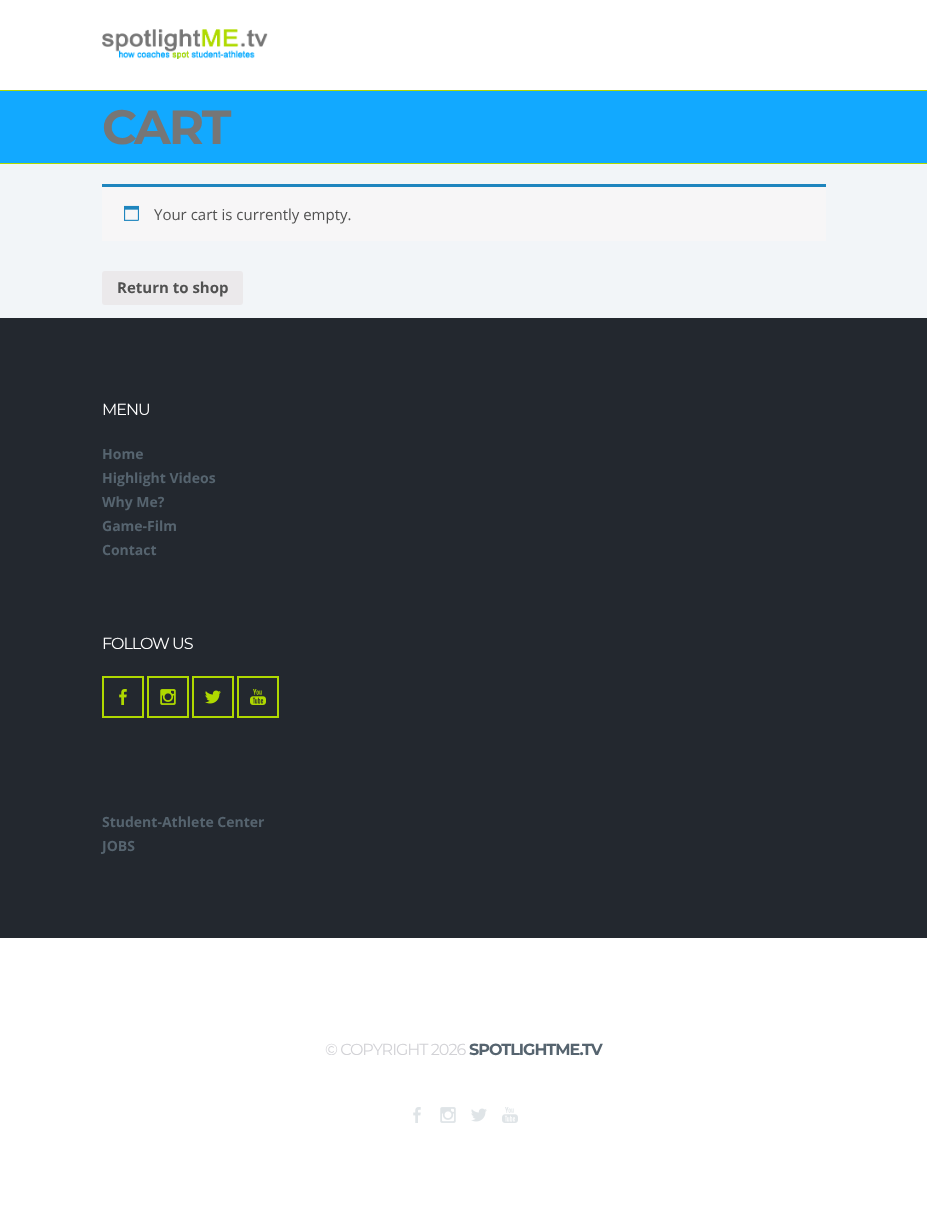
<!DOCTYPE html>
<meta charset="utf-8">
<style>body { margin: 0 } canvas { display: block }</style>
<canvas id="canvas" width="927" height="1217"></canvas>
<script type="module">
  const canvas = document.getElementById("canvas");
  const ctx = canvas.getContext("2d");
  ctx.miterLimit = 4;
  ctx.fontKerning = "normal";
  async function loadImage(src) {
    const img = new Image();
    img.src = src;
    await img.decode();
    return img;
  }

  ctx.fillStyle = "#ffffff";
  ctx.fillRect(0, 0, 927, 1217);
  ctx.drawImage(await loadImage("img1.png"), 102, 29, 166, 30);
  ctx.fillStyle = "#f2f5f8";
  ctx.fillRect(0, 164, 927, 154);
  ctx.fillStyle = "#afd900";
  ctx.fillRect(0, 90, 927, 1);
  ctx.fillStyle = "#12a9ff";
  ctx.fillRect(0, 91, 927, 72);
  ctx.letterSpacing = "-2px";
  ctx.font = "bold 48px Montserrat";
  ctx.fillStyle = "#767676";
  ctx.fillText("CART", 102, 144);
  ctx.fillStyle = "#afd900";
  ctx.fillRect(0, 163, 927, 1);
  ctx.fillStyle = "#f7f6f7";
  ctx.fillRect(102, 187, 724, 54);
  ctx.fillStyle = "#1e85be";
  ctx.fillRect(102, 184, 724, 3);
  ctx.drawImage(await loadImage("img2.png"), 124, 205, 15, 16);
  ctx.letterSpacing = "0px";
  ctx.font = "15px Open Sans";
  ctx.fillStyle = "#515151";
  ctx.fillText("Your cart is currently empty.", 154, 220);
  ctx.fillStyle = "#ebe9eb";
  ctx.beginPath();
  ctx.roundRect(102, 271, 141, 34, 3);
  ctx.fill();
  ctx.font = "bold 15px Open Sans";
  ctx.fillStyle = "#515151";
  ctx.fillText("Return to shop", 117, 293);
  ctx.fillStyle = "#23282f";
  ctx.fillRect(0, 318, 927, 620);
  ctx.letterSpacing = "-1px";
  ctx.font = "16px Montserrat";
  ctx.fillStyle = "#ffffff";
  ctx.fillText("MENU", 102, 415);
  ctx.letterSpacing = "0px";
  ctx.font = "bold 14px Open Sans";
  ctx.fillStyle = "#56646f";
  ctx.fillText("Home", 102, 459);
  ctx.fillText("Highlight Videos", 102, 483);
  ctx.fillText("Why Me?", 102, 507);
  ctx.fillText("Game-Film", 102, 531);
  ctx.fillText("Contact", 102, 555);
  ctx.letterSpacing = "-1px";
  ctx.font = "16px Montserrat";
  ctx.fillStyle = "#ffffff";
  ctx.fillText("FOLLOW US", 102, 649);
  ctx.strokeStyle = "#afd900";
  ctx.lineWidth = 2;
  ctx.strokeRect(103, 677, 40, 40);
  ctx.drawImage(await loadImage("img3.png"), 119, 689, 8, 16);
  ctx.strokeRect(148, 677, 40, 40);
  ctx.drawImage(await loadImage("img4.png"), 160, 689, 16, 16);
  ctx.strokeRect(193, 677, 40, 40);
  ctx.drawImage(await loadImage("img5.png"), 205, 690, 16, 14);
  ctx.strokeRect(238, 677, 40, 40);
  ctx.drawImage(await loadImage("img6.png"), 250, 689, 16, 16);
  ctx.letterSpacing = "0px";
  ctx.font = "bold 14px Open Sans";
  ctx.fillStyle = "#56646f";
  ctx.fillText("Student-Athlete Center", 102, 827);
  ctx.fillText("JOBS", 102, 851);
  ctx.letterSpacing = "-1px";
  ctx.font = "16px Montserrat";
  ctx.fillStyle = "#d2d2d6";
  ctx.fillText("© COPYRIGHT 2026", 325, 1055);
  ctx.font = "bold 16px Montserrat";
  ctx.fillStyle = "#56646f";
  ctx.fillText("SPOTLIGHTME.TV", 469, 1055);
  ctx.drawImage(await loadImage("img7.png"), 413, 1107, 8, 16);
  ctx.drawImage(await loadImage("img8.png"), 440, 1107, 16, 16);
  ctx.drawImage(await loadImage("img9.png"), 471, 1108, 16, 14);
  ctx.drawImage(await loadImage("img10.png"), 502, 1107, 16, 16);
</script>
--
■ EXERCISE DETAILS:
Scan the records above for the word "const". Show each line in which it appears.

■ SOLUTION TO THE EXERCISE:
  const canvas = document.getElementById("canvas");
  const ctx = canvas.getContext("2d");
    const img = new Image();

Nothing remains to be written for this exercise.